PROBLEM DETAILS:
All lines holding the word "bridge" should be located in the records and copied.

---------- DATASET

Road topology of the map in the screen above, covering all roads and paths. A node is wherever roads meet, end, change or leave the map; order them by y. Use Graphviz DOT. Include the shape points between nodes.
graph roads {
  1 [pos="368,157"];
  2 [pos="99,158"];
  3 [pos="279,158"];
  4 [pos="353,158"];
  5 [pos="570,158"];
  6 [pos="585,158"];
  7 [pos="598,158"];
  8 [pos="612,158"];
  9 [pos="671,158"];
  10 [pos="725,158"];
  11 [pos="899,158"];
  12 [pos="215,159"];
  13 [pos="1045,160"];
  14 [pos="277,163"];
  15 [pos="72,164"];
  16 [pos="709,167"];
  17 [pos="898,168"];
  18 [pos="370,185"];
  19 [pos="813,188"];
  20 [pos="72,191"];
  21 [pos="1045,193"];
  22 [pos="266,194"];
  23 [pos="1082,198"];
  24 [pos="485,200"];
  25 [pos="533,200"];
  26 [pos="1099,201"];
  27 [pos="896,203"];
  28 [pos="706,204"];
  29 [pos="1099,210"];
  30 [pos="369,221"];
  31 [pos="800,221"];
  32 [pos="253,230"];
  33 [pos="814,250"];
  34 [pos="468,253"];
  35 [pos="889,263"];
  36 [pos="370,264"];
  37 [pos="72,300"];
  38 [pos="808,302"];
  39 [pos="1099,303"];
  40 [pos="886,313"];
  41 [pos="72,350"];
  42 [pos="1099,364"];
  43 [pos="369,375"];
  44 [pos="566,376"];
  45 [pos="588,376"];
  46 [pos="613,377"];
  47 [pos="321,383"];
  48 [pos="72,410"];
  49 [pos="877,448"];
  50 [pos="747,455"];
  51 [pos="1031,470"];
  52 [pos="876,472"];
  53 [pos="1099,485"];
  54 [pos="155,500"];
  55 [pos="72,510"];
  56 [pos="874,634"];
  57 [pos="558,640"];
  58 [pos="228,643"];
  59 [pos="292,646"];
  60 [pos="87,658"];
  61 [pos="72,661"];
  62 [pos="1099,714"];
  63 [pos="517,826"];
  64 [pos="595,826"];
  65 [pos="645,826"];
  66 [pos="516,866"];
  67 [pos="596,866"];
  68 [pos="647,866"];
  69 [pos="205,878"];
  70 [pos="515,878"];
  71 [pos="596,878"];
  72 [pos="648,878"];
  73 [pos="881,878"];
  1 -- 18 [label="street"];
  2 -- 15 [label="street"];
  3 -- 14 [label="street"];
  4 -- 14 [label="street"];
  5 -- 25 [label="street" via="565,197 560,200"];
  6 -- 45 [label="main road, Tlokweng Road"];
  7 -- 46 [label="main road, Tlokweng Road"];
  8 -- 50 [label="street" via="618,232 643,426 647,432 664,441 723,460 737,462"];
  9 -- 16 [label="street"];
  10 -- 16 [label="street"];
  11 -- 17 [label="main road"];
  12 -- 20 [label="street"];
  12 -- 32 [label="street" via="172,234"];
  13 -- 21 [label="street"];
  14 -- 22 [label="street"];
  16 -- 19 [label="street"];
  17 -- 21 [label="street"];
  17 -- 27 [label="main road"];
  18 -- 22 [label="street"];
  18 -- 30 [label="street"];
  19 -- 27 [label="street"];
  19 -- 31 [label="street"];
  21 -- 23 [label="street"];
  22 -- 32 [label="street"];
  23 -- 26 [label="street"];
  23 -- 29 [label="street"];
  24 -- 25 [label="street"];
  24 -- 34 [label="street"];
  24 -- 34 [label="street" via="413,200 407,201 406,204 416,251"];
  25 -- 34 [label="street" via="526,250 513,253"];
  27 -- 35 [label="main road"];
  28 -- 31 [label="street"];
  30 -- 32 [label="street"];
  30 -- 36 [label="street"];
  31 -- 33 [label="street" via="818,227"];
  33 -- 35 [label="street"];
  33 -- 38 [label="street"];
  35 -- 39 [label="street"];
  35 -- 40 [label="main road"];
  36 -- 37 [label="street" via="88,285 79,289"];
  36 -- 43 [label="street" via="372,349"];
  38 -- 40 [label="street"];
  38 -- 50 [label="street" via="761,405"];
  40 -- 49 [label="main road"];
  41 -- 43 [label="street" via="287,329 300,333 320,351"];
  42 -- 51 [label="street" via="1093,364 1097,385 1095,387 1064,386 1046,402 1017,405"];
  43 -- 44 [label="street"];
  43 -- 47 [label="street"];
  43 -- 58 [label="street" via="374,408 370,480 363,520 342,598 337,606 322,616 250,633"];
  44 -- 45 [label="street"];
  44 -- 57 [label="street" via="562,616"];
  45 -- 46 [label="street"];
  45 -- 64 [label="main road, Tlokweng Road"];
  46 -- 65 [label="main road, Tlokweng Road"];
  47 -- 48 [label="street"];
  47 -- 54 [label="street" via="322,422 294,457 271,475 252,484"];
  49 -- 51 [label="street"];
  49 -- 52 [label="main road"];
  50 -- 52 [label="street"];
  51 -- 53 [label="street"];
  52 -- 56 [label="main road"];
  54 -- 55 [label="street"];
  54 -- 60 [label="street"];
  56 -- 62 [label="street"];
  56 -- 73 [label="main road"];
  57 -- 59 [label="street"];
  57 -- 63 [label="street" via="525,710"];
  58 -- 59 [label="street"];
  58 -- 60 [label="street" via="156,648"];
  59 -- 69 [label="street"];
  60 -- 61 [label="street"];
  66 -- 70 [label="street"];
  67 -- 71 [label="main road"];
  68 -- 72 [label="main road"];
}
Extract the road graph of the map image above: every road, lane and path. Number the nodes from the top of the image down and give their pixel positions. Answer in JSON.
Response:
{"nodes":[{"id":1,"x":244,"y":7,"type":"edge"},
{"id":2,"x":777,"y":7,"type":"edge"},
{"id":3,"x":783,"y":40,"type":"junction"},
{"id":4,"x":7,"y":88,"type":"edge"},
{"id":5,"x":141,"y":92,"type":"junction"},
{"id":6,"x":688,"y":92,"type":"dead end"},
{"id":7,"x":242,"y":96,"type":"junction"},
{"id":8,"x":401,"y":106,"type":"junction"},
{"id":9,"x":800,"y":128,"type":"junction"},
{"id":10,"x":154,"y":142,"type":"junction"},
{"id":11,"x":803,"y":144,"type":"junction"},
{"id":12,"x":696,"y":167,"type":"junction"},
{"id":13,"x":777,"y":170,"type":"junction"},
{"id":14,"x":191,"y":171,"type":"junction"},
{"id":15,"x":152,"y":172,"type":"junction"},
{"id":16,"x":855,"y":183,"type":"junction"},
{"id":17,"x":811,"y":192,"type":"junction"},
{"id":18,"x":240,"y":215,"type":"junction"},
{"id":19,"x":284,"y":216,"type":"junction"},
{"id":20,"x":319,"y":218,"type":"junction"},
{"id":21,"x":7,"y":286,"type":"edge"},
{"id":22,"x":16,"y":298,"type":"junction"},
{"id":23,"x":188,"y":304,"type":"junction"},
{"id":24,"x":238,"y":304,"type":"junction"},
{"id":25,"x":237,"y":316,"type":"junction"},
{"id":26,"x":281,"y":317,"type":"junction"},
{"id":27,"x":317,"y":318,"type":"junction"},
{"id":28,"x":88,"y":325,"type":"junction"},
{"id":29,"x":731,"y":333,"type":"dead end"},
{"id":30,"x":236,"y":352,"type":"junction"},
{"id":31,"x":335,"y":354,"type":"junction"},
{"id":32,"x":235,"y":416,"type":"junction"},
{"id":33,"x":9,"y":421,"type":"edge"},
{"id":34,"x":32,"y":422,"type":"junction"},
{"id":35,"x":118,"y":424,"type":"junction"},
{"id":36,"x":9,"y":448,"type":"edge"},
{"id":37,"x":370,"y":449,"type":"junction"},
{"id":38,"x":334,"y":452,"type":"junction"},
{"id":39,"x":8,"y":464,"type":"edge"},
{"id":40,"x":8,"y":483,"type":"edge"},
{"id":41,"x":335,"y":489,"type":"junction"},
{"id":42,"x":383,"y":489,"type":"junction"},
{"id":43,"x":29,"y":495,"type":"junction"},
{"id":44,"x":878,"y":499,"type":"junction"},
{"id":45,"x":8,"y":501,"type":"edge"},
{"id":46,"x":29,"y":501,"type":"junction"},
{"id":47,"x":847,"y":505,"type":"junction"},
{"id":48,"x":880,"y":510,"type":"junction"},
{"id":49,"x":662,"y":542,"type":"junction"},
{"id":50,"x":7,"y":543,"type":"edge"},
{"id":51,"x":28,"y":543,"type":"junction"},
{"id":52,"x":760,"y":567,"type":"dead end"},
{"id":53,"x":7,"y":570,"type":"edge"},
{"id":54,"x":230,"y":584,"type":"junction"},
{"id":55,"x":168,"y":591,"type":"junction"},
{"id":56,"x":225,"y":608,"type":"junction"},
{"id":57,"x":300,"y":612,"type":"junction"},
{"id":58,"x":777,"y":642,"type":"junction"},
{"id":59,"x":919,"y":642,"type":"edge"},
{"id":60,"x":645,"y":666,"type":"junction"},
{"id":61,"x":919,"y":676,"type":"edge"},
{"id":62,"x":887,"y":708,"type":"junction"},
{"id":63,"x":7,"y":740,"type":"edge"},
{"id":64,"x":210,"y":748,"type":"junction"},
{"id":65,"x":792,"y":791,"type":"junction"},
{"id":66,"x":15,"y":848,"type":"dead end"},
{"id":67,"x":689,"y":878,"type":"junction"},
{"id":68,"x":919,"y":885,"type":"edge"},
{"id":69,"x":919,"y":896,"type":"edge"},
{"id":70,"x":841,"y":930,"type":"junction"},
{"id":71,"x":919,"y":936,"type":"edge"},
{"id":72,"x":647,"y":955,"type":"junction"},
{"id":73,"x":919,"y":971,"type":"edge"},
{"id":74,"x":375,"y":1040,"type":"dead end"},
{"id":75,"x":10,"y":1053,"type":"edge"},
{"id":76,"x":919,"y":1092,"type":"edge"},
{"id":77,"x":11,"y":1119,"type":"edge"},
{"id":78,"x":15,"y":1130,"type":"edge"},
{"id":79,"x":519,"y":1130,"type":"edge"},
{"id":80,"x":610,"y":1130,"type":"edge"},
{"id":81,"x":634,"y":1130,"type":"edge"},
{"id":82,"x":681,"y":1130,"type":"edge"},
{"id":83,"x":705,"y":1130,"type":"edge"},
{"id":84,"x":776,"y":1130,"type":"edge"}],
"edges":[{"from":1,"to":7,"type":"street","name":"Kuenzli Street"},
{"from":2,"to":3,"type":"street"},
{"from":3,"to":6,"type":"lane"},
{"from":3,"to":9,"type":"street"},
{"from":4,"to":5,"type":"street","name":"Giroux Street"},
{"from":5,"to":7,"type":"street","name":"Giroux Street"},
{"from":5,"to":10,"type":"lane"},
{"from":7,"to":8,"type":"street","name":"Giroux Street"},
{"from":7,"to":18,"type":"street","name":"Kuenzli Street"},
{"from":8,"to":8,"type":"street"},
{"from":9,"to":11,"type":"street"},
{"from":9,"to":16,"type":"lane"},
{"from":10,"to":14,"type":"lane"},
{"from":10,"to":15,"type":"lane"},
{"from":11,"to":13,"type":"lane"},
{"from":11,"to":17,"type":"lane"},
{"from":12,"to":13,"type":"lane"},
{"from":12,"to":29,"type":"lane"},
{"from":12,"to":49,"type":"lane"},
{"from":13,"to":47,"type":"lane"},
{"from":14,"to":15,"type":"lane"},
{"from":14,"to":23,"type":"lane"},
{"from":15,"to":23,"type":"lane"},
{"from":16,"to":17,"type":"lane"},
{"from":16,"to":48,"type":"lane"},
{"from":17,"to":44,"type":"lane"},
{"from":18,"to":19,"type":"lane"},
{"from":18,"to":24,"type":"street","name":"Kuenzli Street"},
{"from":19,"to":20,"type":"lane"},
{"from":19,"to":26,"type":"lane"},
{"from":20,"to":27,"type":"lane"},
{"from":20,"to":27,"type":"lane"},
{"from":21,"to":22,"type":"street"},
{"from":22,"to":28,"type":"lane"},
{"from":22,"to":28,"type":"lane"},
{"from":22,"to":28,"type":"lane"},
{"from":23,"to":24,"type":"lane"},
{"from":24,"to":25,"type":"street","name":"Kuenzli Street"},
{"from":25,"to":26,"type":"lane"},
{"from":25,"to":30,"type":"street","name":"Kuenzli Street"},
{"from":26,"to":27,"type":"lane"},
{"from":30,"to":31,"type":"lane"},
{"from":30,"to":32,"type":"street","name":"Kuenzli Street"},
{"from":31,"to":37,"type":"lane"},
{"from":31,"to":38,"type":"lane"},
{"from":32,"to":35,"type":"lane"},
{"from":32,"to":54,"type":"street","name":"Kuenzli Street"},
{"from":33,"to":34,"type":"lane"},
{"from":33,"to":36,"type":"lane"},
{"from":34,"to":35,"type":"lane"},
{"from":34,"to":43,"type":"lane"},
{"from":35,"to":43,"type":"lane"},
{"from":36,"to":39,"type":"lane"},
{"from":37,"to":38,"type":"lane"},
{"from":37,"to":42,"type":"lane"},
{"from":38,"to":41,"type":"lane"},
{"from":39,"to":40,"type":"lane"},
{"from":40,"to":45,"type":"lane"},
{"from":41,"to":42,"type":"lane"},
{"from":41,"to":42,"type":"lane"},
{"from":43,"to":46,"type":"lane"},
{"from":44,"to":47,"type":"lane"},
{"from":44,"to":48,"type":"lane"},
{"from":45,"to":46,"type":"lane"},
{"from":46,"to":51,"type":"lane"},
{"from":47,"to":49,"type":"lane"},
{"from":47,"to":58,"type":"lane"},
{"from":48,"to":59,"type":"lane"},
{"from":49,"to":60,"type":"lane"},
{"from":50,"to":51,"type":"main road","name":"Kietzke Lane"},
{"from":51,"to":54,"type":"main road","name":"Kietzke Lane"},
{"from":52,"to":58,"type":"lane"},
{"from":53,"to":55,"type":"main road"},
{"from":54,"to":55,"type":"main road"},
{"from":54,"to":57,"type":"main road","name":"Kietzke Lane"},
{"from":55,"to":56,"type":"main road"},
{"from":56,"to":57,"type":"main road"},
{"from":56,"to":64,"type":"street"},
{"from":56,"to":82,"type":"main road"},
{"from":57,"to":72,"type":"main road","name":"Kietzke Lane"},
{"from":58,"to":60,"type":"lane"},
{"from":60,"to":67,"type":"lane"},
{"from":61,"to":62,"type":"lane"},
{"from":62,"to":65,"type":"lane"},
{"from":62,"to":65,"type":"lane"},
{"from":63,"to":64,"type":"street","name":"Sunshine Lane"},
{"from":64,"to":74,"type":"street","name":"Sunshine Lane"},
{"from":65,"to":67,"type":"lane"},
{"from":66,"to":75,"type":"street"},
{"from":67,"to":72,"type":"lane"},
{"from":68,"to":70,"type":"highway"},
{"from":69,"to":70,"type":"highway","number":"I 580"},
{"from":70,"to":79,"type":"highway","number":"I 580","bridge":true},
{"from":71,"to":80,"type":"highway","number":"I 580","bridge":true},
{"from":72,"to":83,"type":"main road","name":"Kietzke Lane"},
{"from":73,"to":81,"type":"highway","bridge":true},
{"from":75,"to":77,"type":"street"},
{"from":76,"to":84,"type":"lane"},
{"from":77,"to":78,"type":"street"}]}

--------------------

SOLUTION:
{"from":70,"to":79,"type":"highway","number":"I 580","bridge":true},
{"from":71,"to":80,"type":"highway","number":"I 580","bridge":true},
{"from":73,"to":81,"type":"highway","bridge":true},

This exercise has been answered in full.